| About this exercise |
Transcribe the records exactly. Pictures do not belong in the transcription.

| Exercise input |
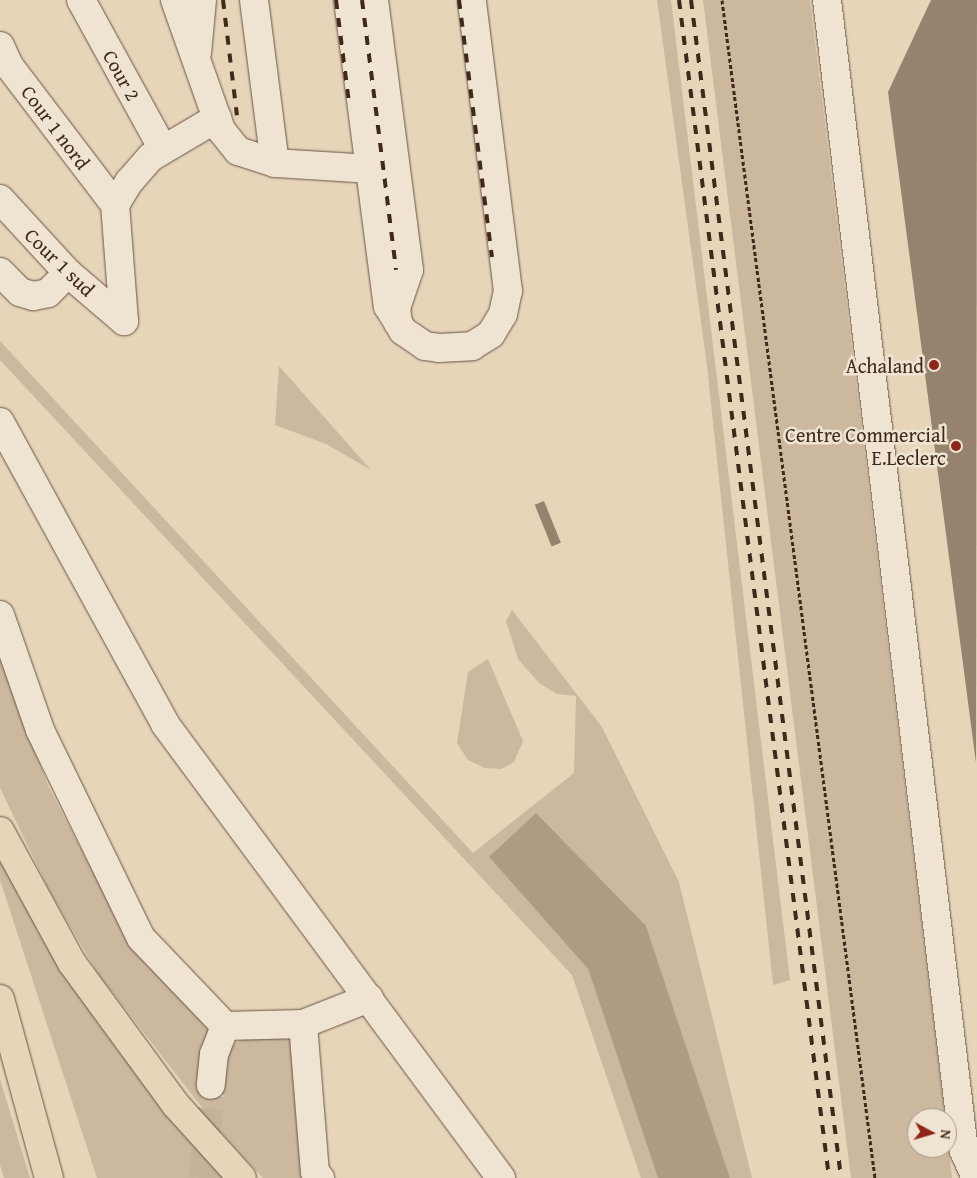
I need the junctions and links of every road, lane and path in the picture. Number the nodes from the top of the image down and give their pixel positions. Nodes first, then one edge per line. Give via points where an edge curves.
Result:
1 (81, 0) edge
2 (175, 0) edge
3 (202, 0) edge
4 (254, 0) edge
5 (348, 0) edge
6 (374, 0) edge
7 (472, 0) edge
8 (722, 0) edge
9 (827, 0) edge
10 (0, 46) edge
11 (197, 62) junction
12 (217, 118) junction
13 (163, 149) junction
14 (275, 163) junction
15 (370, 169) junction
16 (0, 199) edge
17 (115, 205) junction
18 (0, 272) edge
19 (68, 273) junction
20 (403, 331) junction
21 (0, 422) edge
22 (0, 615) edge
23 (0, 831) edge
24 (369, 998) junction
25 (0, 999) edge
26 (303, 1024) junction
27 (225, 1026) junction
28 (211, 1085) tunnel mouth
29 (49, 1178) edge
30 (242, 1178) edge
31 (320, 1178) edge
32 (501, 1178) edge
33 (875, 1178) edge
34 (976, 1178) edge

1 - 13 street, Cour 2
2 - 11 street
3 - 11 street
4 - 14 street
5 - 15 street
6 - 20 street via 409,270 396,308
7 - 20 street via 507,274 507,303 491,334 472,346 425,346
8 - 33 path
9 - 34 street via 964,1151
10 - 17 street, Cour 1 nord via 10,66
11 - 12 street
12 - 13 street
12 - 14 street via 228,142 238,151
13 - 17 street via 129,182
14 - 15 street
15 - 20 street via 388,306
16 - 19 street, Cour 1 sud
17 - 19 street, Cour 1 sud via 124,321
18 - 19 street via 20,292 33,296 48,293
21 - 24 street via 165,724
22 - 27 street via 40,730 141,938
23 - 30 highway via 72,963 176,1105
24 - 26 street
24 - 32 street
25 - 29 highway
26 - 27 street
26 - 31 street via 314,1172
27 - 28 street via 214,1054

| Written response |
I need the junctions and links of every road, lane and path in the picture. Number the nodes from the top of the image down and give their pixel positions. Nodes first, then one edge per line. Give via points where an edge curves.
Result:
1 (81, 0) edge
2 (175, 0) edge
3 (202, 0) edge
4 (254, 0) edge
5 (348, 0) edge
6 (374, 0) edge
7 (472, 0) edge
8 (722, 0) edge
9 (827, 0) edge
10 (0, 46) edge
11 (197, 62) junction
12 (217, 118) junction
13 (163, 149) junction
14 (275, 163) junction
15 (370, 169) junction
16 (0, 199) edge
17 (115, 205) junction
18 (0, 272) edge
19 (68, 273) junction
20 (403, 331) junction
21 (0, 422) edge
22 (0, 615) edge
23 (0, 831) edge
24 (369, 998) junction
25 (0, 999) edge
26 (303, 1024) junction
27 (225, 1026) junction
28 (211, 1085) tunnel mouth
29 (49, 1178) edge
30 (242, 1178) edge
31 (320, 1178) edge
32 (501, 1178) edge
33 (875, 1178) edge
34 (976, 1178) edge

1 - 13 street, Cour 2
2 - 11 street
3 - 11 street
4 - 14 street
5 - 15 street
6 - 20 street via 409,270 396,308
7 - 20 street via 507,274 507,303 491,334 472,346 425,346
8 - 33 path
9 - 34 street via 964,1151
10 - 17 street, Cour 1 nord via 10,66
11 - 12 street
12 - 13 street
12 - 14 street via 228,142 238,151
13 - 17 street via 129,182
14 - 15 street
15 - 20 street via 388,306
16 - 19 street, Cour 1 sud
17 - 19 street, Cour 1 sud via 124,321
18 - 19 street via 20,292 33,296 48,293
21 - 24 street via 165,724
22 - 27 street via 40,730 141,938
23 - 30 highway via 72,963 176,1105
24 - 26 street
24 - 32 street
25 - 29 highway
26 - 27 street
26 - 31 street via 314,1172
27 - 28 street via 214,1054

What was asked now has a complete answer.